Blue jeans and slacks as we wear today haven't been around very long, but Stewart implies that anything else is forbidden.
Men have worn togas and robes for thousands of years, and all the men in Biblical times would have done. (Or maybe Stewart imagines that all those guys wore blue jeans?)
The only bifurcated things in Judea might have been trews-like things that the Roman military copied from the Germans/Celts (but only worn in cold weather) or actual trews worn by Germanic/Celtic slaves (there's a painting of a Celtic slave wearing patterned trews in a Roman site in North Africa).
(I say "Germanic/Celtic" because the Roman writers often confused the two groups, and just which group the Romans were referring to in a particular reference is often open to debate.

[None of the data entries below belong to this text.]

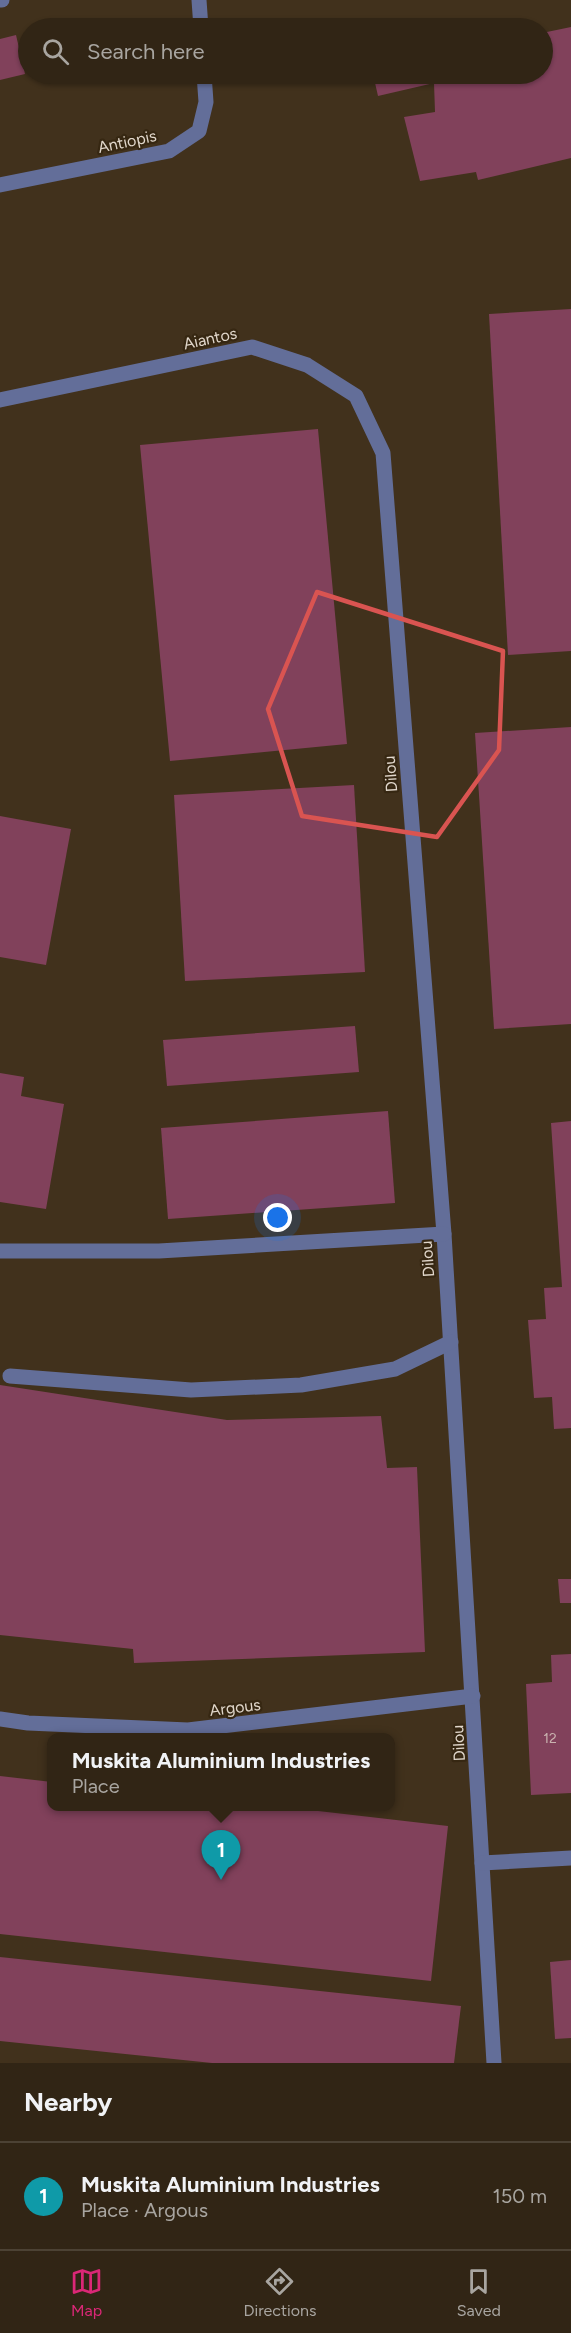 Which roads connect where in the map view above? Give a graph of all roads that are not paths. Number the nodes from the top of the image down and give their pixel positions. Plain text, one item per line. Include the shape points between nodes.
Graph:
1 (199, 0) edge
2 (200, 18) edge
3 (205, 84) edge
4 (0, 185) edge
5 (0, 400) edge
6 (383, 453) joint
7 (444, 1234) junction
8 (0, 1251) edge
9 (451, 1342) junction
10 (10, 1376) dead end
11 (473, 1696) junction
12 (0, 1719) edge
13 (571, 1858) edge
14 (482, 1863) junction
15 (494, 2063) edge

1 - 2 street
3 - 4 street, Antiopis via 206,102 199,131 168,151
5 - 6 street, Aiantos via 252,347 307,365 356,396
6 - 7 street, Dilou
7 - 8 street via 159,1251
7 - 9 street, Dilou
9 - 10 street via 395,1369 301,1385 191,1390
9 - 11 street, Dilou
11 - 12 street, Argous via 189,1730
11 - 14 street, Dilou
13 - 14 street
14 - 15 street, Dilou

It gets really sticky because Deutsche is a cognate with Tuath which both mean "fellow countrymen".)
About the clerical collar, I'd assumed (not knowing anything about it) that it was simply a vestige of wearing a white shirt or neckcloth under an ordinary stand collar (what nowadays we call a Nehru collar) on a black coat.
Last edited by OC Richard; 4th May 14 at 06:01 AM.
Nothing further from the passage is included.